DATA SUPPLIED:

————————

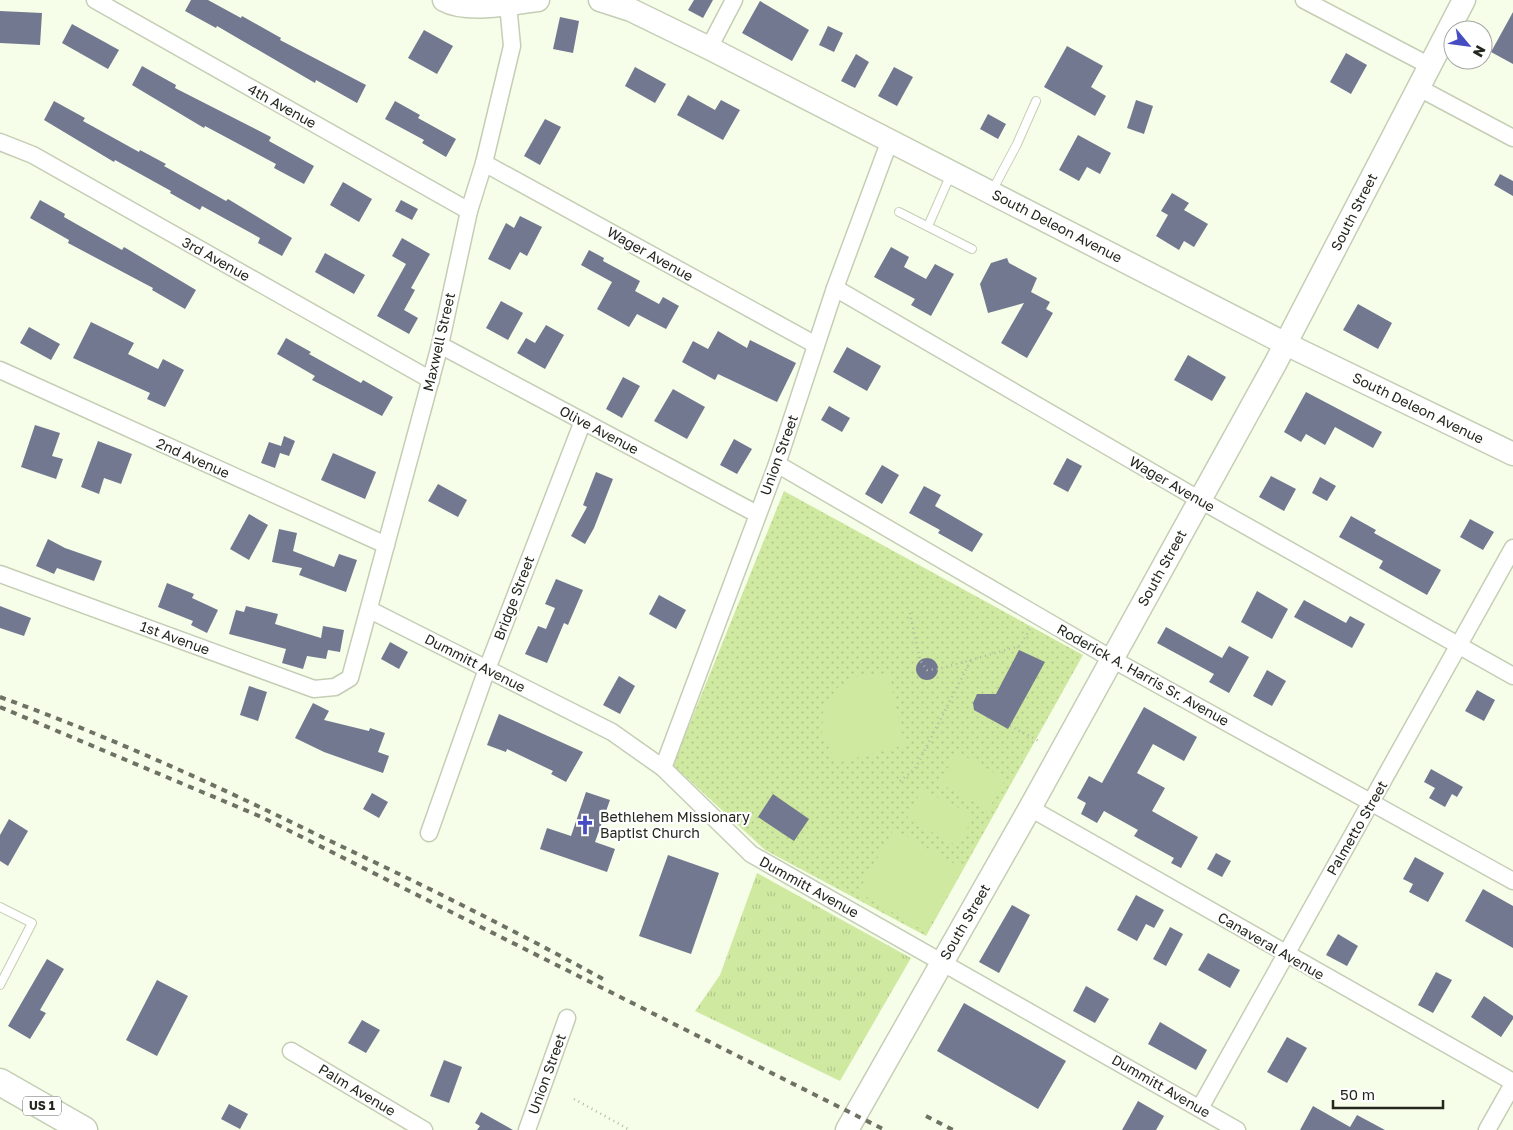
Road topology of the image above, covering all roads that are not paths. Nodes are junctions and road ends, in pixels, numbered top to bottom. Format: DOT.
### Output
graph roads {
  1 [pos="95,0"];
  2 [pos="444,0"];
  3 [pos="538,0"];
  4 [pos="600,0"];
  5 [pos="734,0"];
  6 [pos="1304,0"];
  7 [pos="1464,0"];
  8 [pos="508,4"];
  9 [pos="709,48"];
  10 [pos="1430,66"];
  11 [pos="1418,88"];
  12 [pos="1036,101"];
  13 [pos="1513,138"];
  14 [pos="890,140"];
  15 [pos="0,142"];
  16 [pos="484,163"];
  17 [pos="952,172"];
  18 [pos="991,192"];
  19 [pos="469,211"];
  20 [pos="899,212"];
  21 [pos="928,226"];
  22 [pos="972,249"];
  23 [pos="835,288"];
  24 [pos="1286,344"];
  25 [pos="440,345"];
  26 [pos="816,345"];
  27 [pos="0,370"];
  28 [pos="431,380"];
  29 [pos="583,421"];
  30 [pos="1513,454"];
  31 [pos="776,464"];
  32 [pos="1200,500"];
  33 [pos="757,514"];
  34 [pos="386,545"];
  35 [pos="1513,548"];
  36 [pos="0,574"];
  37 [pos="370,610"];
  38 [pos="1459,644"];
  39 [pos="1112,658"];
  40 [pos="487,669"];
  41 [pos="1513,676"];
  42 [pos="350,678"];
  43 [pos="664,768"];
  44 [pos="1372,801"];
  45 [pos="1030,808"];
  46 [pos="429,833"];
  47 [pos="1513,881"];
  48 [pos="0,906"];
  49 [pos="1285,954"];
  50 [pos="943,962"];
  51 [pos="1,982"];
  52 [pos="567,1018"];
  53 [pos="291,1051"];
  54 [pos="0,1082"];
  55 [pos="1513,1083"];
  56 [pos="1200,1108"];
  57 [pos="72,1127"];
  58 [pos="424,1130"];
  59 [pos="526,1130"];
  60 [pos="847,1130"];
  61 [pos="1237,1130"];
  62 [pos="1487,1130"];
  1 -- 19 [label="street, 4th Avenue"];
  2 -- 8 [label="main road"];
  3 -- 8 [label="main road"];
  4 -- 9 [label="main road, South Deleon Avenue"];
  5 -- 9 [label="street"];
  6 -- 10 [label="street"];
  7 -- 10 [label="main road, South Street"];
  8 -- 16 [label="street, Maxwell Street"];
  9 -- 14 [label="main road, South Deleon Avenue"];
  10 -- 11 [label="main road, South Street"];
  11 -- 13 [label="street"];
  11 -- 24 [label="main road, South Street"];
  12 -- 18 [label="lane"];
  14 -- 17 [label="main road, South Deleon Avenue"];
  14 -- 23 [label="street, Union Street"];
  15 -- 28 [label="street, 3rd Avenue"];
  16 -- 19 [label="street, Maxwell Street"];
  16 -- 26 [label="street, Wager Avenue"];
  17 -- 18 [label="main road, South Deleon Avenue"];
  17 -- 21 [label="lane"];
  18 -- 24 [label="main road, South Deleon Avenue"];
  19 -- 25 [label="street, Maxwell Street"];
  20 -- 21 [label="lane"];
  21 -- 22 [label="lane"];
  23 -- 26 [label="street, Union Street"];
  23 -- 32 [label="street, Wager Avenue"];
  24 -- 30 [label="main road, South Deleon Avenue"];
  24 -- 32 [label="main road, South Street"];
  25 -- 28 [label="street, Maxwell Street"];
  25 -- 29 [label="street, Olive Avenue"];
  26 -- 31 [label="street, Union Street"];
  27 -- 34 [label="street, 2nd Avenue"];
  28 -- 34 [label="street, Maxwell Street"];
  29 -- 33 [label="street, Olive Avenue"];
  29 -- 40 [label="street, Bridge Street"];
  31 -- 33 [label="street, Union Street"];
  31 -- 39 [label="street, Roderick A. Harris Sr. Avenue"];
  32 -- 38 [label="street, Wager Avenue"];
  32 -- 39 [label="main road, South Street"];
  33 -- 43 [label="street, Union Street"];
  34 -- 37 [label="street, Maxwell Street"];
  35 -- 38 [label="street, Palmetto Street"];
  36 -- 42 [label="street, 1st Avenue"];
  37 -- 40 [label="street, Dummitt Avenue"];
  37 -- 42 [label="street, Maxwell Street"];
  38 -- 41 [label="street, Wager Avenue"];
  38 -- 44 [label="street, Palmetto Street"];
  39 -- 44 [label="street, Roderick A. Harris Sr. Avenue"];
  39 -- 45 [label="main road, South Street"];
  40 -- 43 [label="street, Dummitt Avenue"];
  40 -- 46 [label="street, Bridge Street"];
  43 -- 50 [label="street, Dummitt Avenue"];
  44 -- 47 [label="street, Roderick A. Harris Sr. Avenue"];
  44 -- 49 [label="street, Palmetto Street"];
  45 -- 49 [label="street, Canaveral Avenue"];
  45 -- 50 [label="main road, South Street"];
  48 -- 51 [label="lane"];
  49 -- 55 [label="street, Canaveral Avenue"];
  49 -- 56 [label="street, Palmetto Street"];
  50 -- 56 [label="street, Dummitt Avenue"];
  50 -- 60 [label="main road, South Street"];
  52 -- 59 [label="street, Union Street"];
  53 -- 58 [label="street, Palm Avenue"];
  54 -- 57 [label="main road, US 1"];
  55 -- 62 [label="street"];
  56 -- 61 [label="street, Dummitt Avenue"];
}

————————

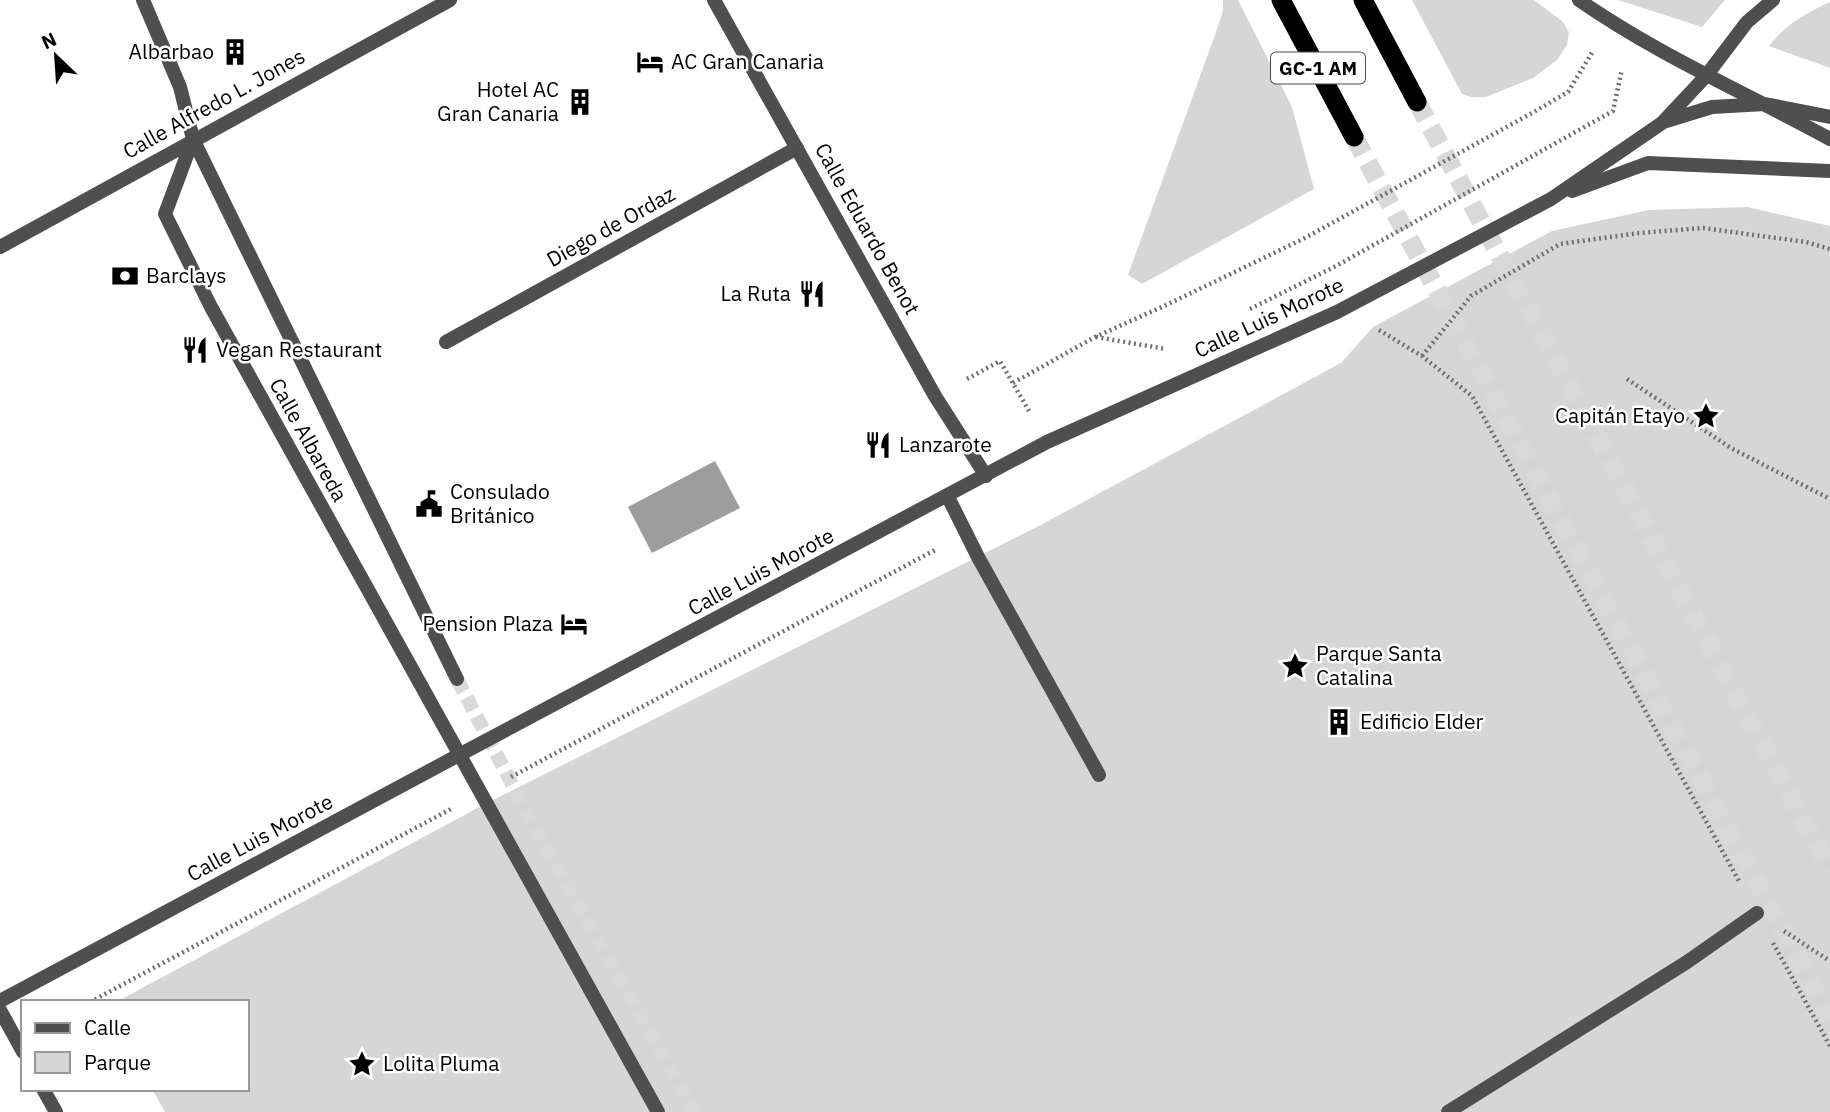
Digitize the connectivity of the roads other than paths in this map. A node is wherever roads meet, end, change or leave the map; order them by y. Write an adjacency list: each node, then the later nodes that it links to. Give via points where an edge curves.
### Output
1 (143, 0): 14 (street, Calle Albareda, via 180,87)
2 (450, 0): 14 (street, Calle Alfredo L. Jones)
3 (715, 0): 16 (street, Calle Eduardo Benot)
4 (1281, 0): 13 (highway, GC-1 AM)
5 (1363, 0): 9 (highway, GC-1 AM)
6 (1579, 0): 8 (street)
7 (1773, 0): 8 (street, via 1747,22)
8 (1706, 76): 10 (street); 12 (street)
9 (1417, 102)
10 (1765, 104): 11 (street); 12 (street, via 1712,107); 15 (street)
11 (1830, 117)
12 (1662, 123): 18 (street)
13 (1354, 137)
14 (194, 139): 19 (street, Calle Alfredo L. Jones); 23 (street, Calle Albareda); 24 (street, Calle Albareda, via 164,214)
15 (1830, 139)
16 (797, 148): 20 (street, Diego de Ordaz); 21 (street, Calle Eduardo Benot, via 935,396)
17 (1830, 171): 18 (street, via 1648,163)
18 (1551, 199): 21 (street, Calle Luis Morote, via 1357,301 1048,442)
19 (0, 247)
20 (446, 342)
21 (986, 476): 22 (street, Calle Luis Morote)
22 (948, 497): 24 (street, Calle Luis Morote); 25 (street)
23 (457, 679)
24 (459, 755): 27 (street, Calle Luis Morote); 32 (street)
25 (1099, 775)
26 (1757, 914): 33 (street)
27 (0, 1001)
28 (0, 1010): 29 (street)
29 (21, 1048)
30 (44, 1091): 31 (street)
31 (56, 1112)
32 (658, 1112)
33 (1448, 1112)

————————

WHAT YOU WILL DO:
Show the lines above that include "paths".

OUTPUT OF THE EXERCISE:
Road topology of the image above, covering all roads that are not paths. Nodes are junctions and road ends, in pixels, numbered top to bottom. Format: DOT.
Digitize the connectivity of the roads other than paths in this map. A node is wherever roads meet, end, change or leave the map; order them by y. Write an adjacency list: each node, then the later nodes that it links to. Give via points where an edge curves.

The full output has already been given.